The JPEO-CBRND’s JPM CBRN Medical worked closely with several key partners in leading this effort, including the U.S. Army Medical Research Institute of Infectious Diseases (USAMRIID), the Walter Reed Army Institute of Research (WRAIR), and the Defense Threat Reduction Agency (DTRA). JPM CBRN Medical's ability to respond quickly to the outbreak in 2014, and its ongoing collaborative efforts with the U.S. Department of Health and Human Services (HHS), the Biomedical Advanced Research and Development Authority (BARDA), and Merck to see this product receive both European Union and U.S. approval, highlights the value of the CBRN defense enterprise as a whole. About the JPM CBRN Medical: The Joint Project Manager for Chemical, Biological, Radiological, and Nuclear Medical (JPM CBRN Medical), a component of the U.S. Department of Defense’s Joint Program Executive Office for Chemical, Biological, Radiological and Nuclear Defense (JPEO-CBRND), aims to provide U.S. military forces and the nation with safe, effective, and innovative medical solutions to counter chemical, biological, radiological, and nuclear threats. JPM CBRN Medical facilitates the advanced development and acquisition of medical countermeasures and systems to enhance the nation’s biodefense response capability.

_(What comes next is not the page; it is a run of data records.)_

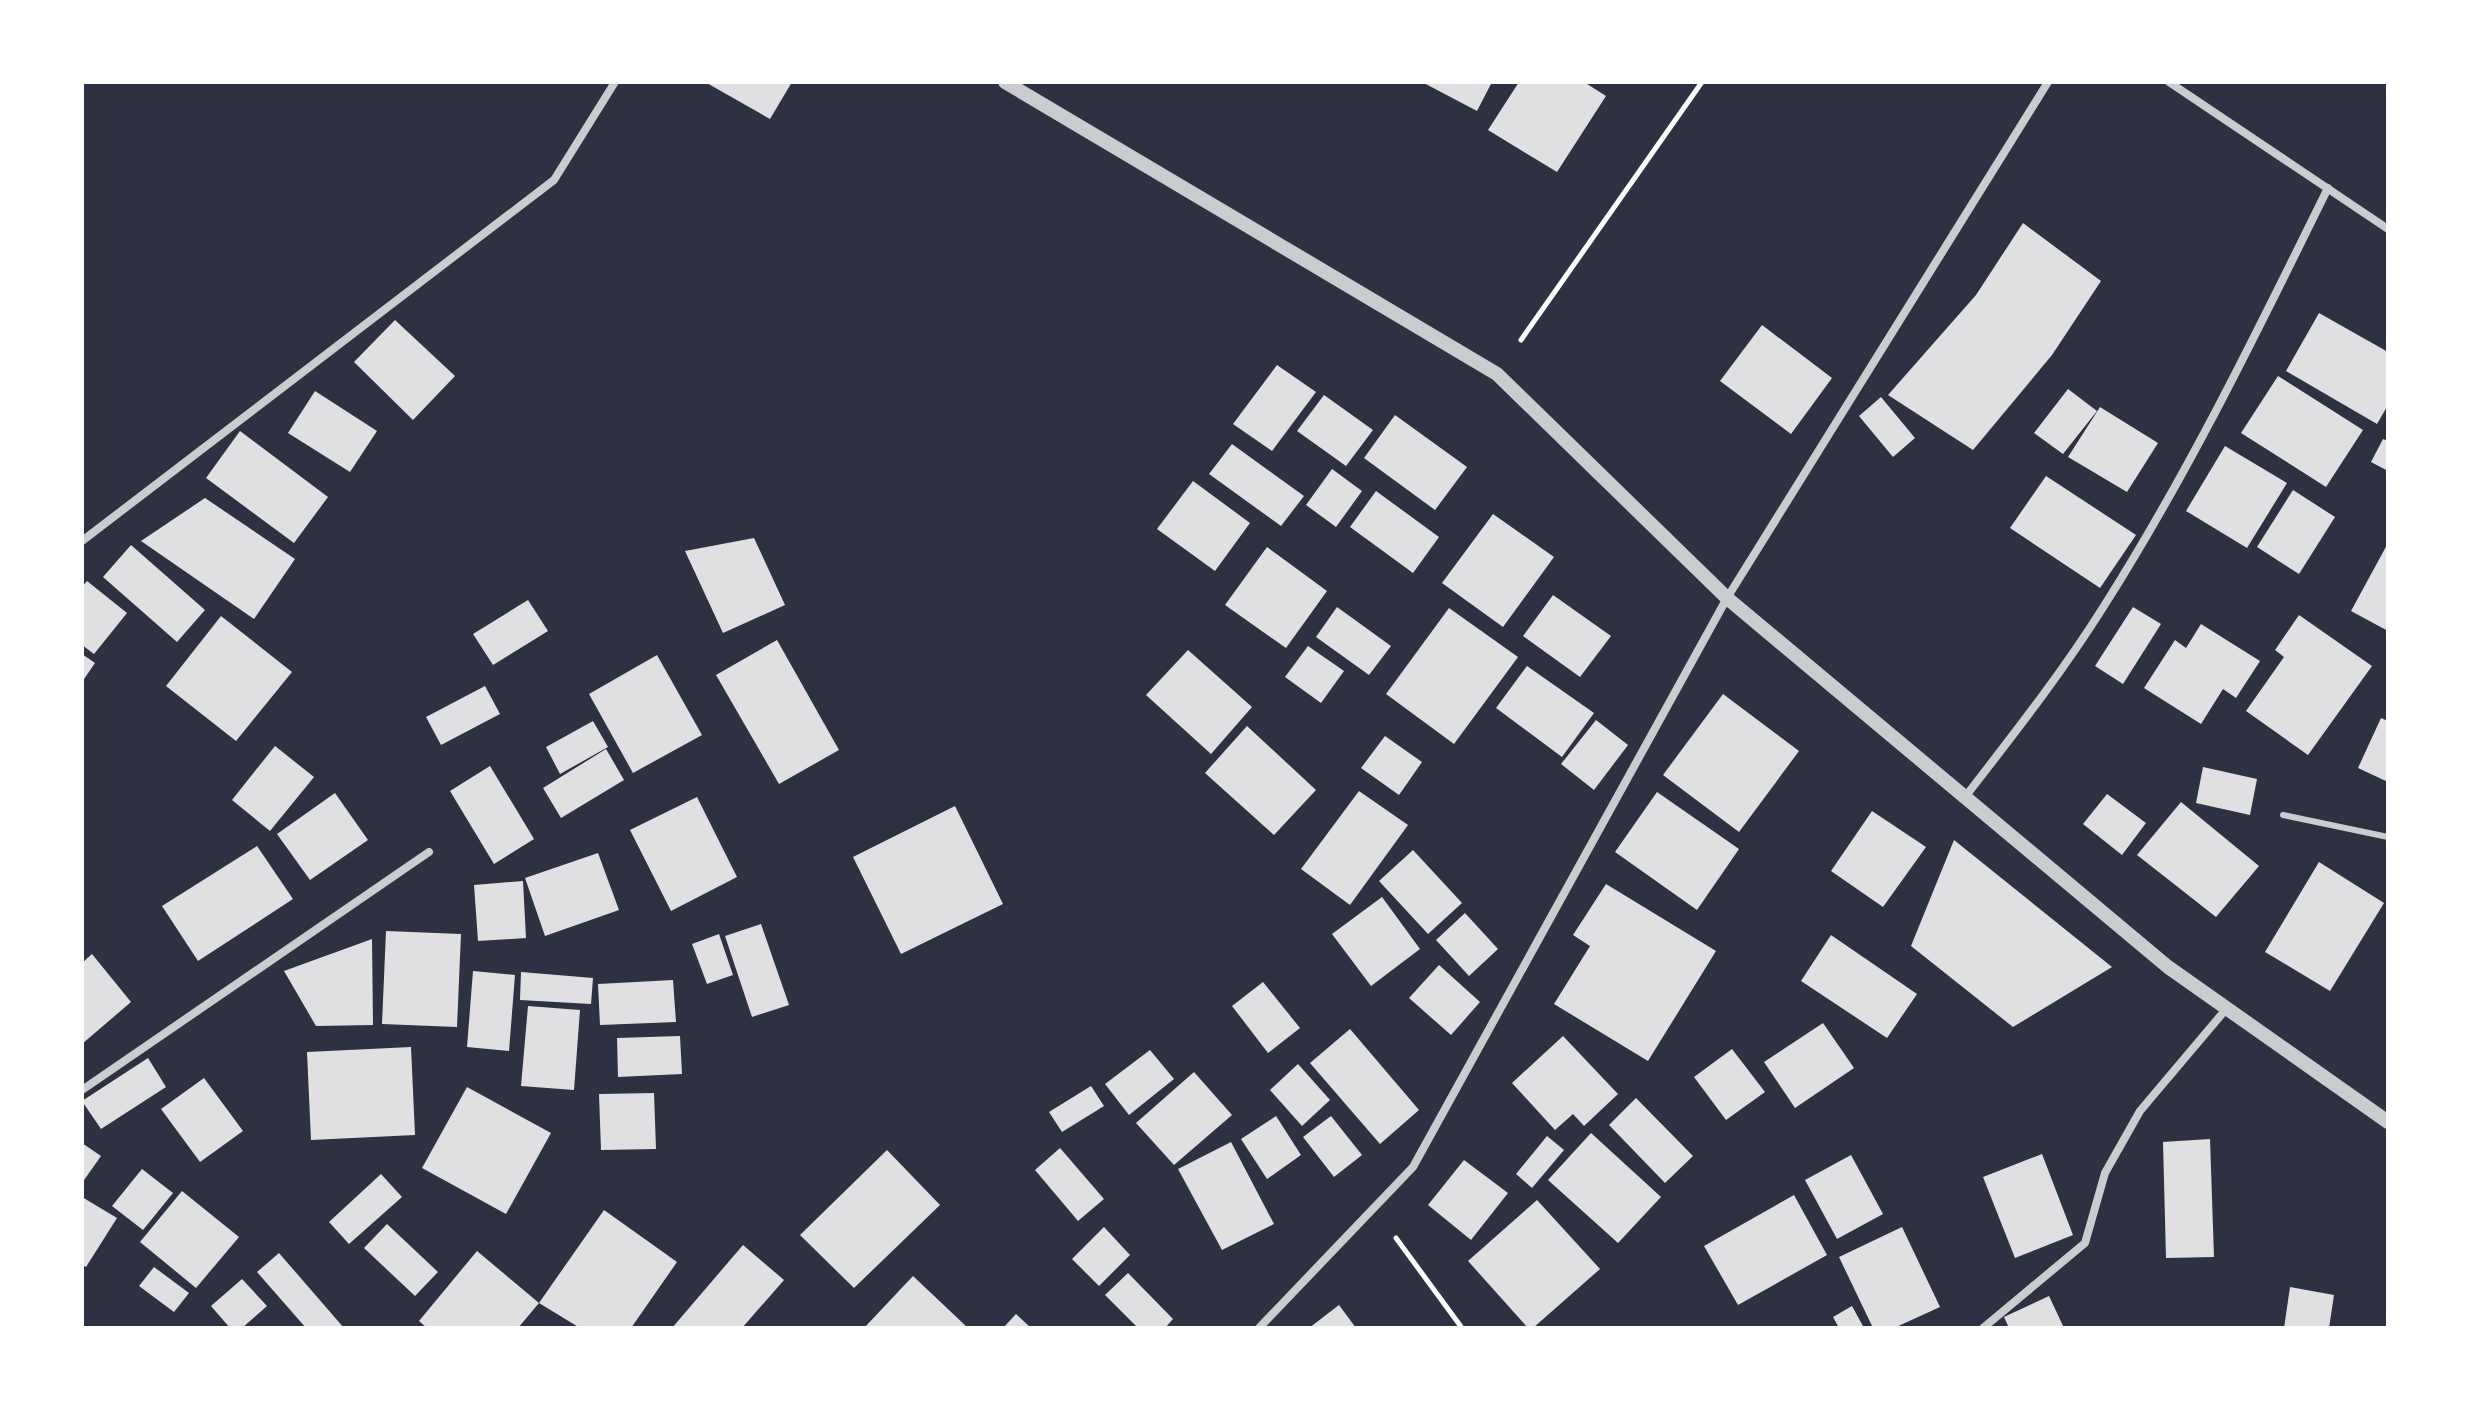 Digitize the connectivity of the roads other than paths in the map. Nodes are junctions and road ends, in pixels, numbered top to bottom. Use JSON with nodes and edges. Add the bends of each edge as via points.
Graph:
{"nodes":[{"id":1,"x":599,"y":82,"type":"edge"},
{"id":2,"x":1005,"y":82,"type":"edge"},
{"id":3,"x":2048,"y":82,"type":"edge"},
{"id":4,"x":2169,"y":82,"type":"edge"},
{"id":5,"x":613,"y":84,"type":"edge"},
{"id":6,"x":2328,"y":188,"type":"junction"},
{"id":7,"x":2388,"y":229,"type":"edge"},
{"id":8,"x":82,"y":541,"type":"edge"},
{"id":9,"x":1727,"y":598,"type":"junction"},
{"id":10,"x":1965,"y":797,"type":"junction"},
{"id":11,"x":2283,"y":815,"type":"dead end"},
{"id":12,"x":2388,"y":837,"type":"edge"},
{"id":13,"x":429,"y":852,"type":"dead end"},
{"id":14,"x":2227,"y":1008,"type":"junction"},
{"id":15,"x":82,"y":1090,"type":"edge"},
{"id":16,"x":2388,"y":1122,"type":"edge"},
{"id":17,"x":1259,"y":1328,"type":"edge"},
{"id":18,"x":1983,"y":1328,"type":"edge"}],
"edges":[{"from":1,"to":5,"type":"street"},
{"from":2,"to":9,"type":"street","via":[[1497,374]]},
{"from":3,"to":9,"type":"street"},
{"from":4,"to":6,"type":"street"},
{"from":5,"to":8,"type":"street","via":[[554,180]]},
{"from":6,"to":7,"type":"street"},
{"from":6,"to":10,"type":"street","via":[[2153,526],[2037,705]]},
{"from":9,"to":10,"type":"street"},
{"from":9,"to":17,"type":"street","via":[[1413,1167]]},
{"from":10,"to":14,"type":"street","via":[[2168,967]]},
{"from":11,"to":12,"type":"lane"},
{"from":13,"to":15,"type":"street"},
{"from":14,"to":16,"type":"street"},
{"from":14,"to":18,"type":"street","via":[[2140,1111],[2105,1173],[2085,1243]]}]} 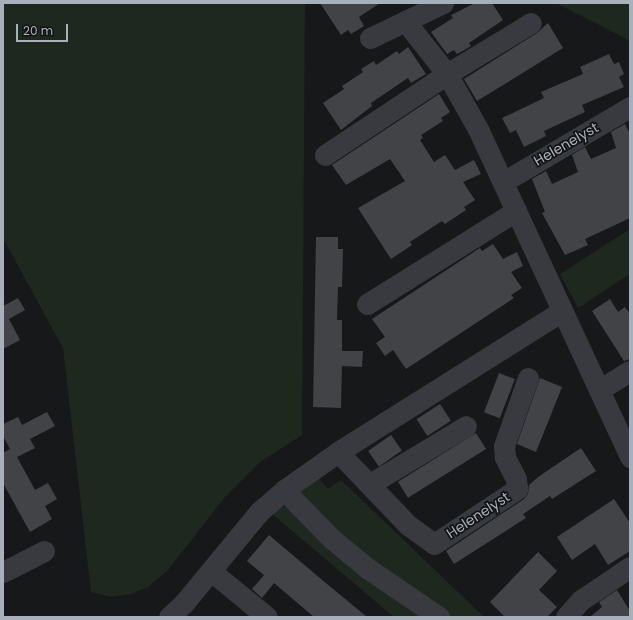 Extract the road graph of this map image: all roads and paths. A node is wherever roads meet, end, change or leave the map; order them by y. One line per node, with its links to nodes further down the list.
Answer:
1 (443, 3): 2 (street)
2 (405, 21): 4 (street); 5 (street)
3 (531, 23): 5 (street)
4 (370, 38)
5 (447, 74): 7 (street); 8 (street)
6 (630, 107): 8 (street, Helenelyst)
7 (325, 155)
8 (503, 182): 9 (street)
9 (516, 211): 10 (street); 11 (street)
10 (367, 304)
11 (562, 311): 14 (street); 16 (street)
12 (630, 371): 14 (street)
13 (528, 378): 18 (street, Helenelyst)
14 (599, 390): 17 (street)
15 (466, 426): 18 (street)
16 (338, 452): 18 (street, Helenelyst); 19 (street)
17 (630, 457)
18 (370, 484)
19 (284, 490): 23 (street); 26 (street)
20 (44, 551): 22 (street)
21 (630, 567): 27 (street)
22 (3, 572)
23 (211, 572): 24 (street); 25 (street)
24 (169, 617)
25 (267, 617)
26 (439, 617)
27 (566, 617) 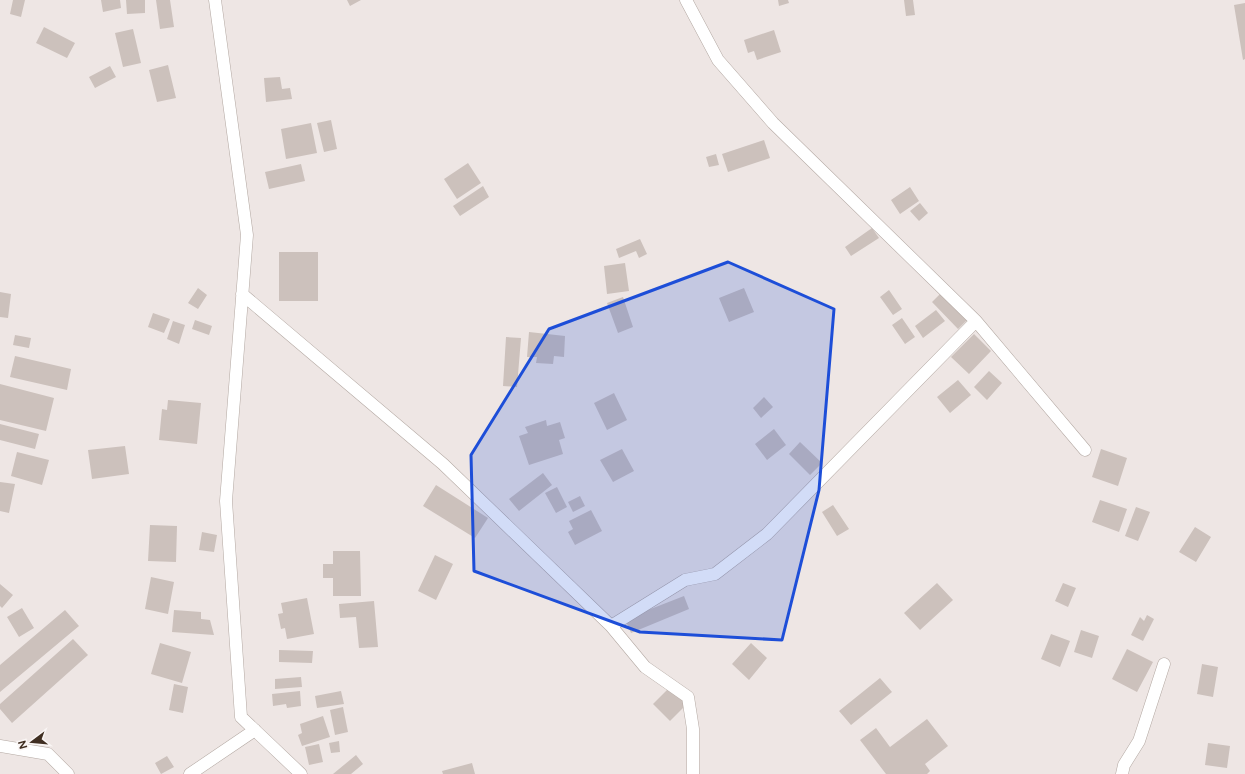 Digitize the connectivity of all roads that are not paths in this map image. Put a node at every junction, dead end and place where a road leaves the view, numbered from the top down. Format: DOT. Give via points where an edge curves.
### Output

About the JPEO-CBRND: The Joint Program Executive Office for Chemical, Biological, Radiological and Nuclear Defense is the Joint Service’s lead for development, acquisition, fielding and life-cycle support of chemical, biological, radiological, and nuclear defense equipment and medical countermeasures. As an effective acquisition program, JPEO-CBRND puts capable and supportable systems in the hands of the service members and first responders, when and where it is needed, at an affordable price. Our vision is a resilient Joint Force, enabled to fight and win unencumbered by a chemical, biological, radiological, or nuclear environment, championed by innovative and state-of-the-art solutions.